● **ABOUT THIS EXERCISE**
Please print each record below exactly as it is written.

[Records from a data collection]

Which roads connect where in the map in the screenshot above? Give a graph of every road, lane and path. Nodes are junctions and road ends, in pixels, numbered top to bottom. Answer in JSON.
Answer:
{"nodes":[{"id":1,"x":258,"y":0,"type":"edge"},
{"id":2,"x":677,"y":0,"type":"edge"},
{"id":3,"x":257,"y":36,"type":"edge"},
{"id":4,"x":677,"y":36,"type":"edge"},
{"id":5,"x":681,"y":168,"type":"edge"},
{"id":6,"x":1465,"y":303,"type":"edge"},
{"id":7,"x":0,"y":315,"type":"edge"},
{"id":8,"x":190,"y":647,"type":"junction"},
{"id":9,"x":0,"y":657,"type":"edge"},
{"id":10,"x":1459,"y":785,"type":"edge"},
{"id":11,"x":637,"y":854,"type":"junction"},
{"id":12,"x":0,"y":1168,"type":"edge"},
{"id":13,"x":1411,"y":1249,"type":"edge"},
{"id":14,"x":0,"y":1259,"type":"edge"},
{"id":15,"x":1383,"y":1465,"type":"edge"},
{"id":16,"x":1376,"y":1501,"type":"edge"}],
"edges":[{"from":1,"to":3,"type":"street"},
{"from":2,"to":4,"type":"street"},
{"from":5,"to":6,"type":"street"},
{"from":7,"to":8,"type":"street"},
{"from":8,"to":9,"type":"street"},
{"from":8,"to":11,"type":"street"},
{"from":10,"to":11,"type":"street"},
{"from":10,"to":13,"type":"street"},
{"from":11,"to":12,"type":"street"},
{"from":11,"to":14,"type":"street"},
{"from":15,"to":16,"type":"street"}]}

● **ANSWER TO THE PROBLEM**
Which roads connect where in the map in the screenshot above? Give a graph of every road, lane and path. Nodes are junctions and road ends, in pixels, numbered top to bottom. Answer in JSON.
Answer:
{"nodes":[{"id":1,"x":258,"y":0,"type":"edge"},
{"id":2,"x":677,"y":0,"type":"edge"},
{"id":3,"x":257,"y":36,"type":"edge"},
{"id":4,"x":677,"y":36,"type":"edge"},
{"id":5,"x":681,"y":168,"type":"edge"},
{"id":6,"x":1465,"y":303,"type":"edge"},
{"id":7,"x":0,"y":315,"type":"edge"},
{"id":8,"x":190,"y":647,"type":"junction"},
{"id":9,"x":0,"y":657,"type":"edge"},
{"id":10,"x":1459,"y":785,"type":"edge"},
{"id":11,"x":637,"y":854,"type":"junction"},
{"id":12,"x":0,"y":1168,"type":"edge"},
{"id":13,"x":1411,"y":1249,"type":"edge"},
{"id":14,"x":0,"y":1259,"type":"edge"},
{"id":15,"x":1383,"y":1465,"type":"edge"},
{"id":16,"x":1376,"y":1501,"type":"edge"}],
"edges":[{"from":1,"to":3,"type":"street"},
{"from":2,"to":4,"type":"street"},
{"from":5,"to":6,"type":"street"},
{"from":7,"to":8,"type":"street"},
{"from":8,"to":9,"type":"street"},
{"from":8,"to":11,"type":"street"},
{"from":10,"to":11,"type":"street"},
{"from":10,"to":13,"type":"street"},
{"from":11,"to":12,"type":"street"},
{"from":11,"to":14,"type":"street"},
{"from":15,"to":16,"type":"street"}]}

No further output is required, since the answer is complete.